You are looking at a SINGLE way to implement genetic algorithms, while forgetting about genetic programming, the use of math, higher-order functions, etc. Genetic algorithms can be EXTREMELY sophisticated, and by using clever combining systems for crossbreeding, extremely intelligent.
For instance, neural networks are optimized by genetic algorithms quite often.
Look up "Genetic Programming." It's similar, but uses tree-structures instead of lines of characters, which allows for more complex interactions that breed better. For more complex stuff, they typically work out better.

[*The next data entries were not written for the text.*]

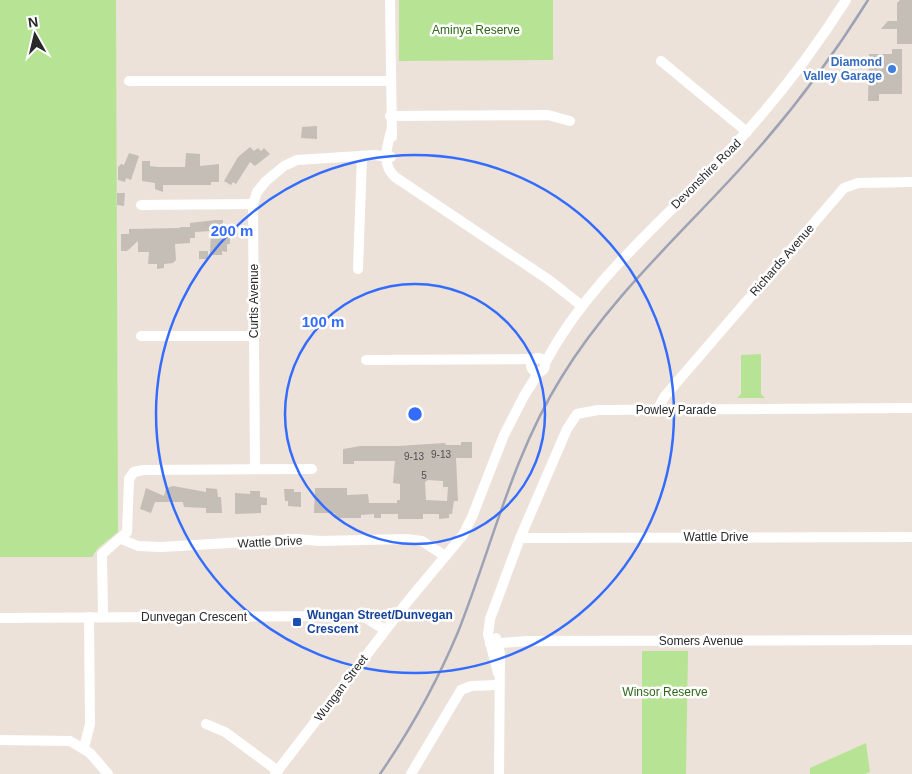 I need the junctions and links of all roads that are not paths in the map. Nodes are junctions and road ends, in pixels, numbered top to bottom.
1 (390, 0) edge
2 (846, 0) edge
3 (661, 61) dead end
4 (129, 81) dead end
5 (390, 81) junction
6 (390, 116) junction
7 (570, 121) dead end
8 (747, 132) junction
9 (362, 157) junction
10 (388, 157) junction
11 (912, 182) edge
12 (141, 204) dead end
13 (253, 204) junction
14 (358, 268) dead end
15 (584, 303) junction
16 (141, 336) dead end
17 (254, 336) junction
18 (366, 360) dead end
19 (536, 365) junction
20 (675, 385) junction
21 (912, 408) edge
22 (657, 410) junction
23 (670, 410) junction
24 (312, 469) dead end
25 (255, 470) junction
26 (912, 537) edge
27 (520, 538) junction
28 (121, 539) junction
29 (445, 556) junction
30 (89, 617) junction
31 (102, 617) junction
32 (0, 618) edge
33 (385, 630) junction
34 (912, 640) edge
35 (494, 643) junction
36 (498, 685) junction
37 (206, 724) dead end
38 (0, 740) edge
39 (84, 748) junction
40 (276, 772) edge
41 (108, 774) edge
42 (411, 774) edge
43 (499, 774) edge

1 - 5 street
2 - 8 street, Devonshire Road
3 - 8 street
4 - 5 street
5 - 6 street
6 - 7 street
6 - 10 street
8 - 15 street, Devonshire Road
9 - 10 street, Curtis Avenue
9 - 13 street, Curtis Avenue
9 - 14 street
10 - 15 street
11 - 20 street, Richards Avenue
12 - 13 street
13 - 17 street, Curtis Avenue
15 - 19 street, Devonshire Road
16 - 17 street
17 - 25 street, Curtis Avenue
18 - 19 street
19 - 29 street, Devonshire Road
20 - 22 street, Richards Avenue
20 - 23 street, Richards Avenue
21 - 23 street, Powley Parade
22 - 23 street, Powley Parade
22 - 27 street, Powley Parade
24 - 25 street
25 - 28 street
26 - 27 street, Wattle Drive
27 - 35 street
28 - 29 street, Wattle Drive
28 - 31 street
29 - 33 street, Wungan Street
30 - 31 street, Dunvegan Crescent
30 - 32 street, Dunvegan Crescent
30 - 39 street
31 - 33 street, Dunvegan Crescent
33 - 40 street, Wungan Street
34 - 35 street, Somers Avenue
35 - 36 street
36 - 42 street
36 - 43 street
37 - 40 street
38 - 39 street
39 - 41 street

There's been some research done using hierarchical reinforcement learning to build a layered ordering of actions that efficiently maximizes a reward. I haven't found much code implementing the idea, but there are a few papers describing MAXQ-based algorithms that have been used to explicitly tackle real-time strategy game domains, such as this and this.
This Genetic algorithm only optimizes the strategy for one very specific part of the game: The order of the first few build actions of the game. And it has a very specific goal as well: To have as many roaches as quickly as possible.
The only aspects influencing this system seem to be (I'm no starcraft player):
build time of the various units and
buildings
allowed units and buildings given the available units and buildings
Larva regeneration rate.
This is a relatively limited, relatively well defined problem with a large search space. As such it is very well suited for genetic algorithms (and quite a few other optimization algorithm at that). A full gene is a specific set of build orders that ends in the 7th roach. From what I understand you can just "play" this specific gene to see how fast it finishes, so you have a very clear fitness test.
You also have a few nice constraints on the build order, so you can combine different genes slightly smarter than just randomly.
A genetic algorithm used in this way is a very good tool to find a more optimal build order for the first stage of a game of starcraft. Due to its random nature it is also good at finding a surprising strategy, which might have been an additional goal of the author.
To use a genetic algorithm as the algorithm in an RTS game you'd have to find a way to encode reactions to situations rather than just plain old build orders. This also involves correctly identifying situations which can be a difficult task in itself. Then you'd have to let these genes play thousands of games of starcraft, against each other and (possibly) against humans, selecting and combining winners (or longer-lasting losers). This is also a good application of genetic algorithms, but it involves solving quite a few very hard problems before you even get to the genetic algorithm part.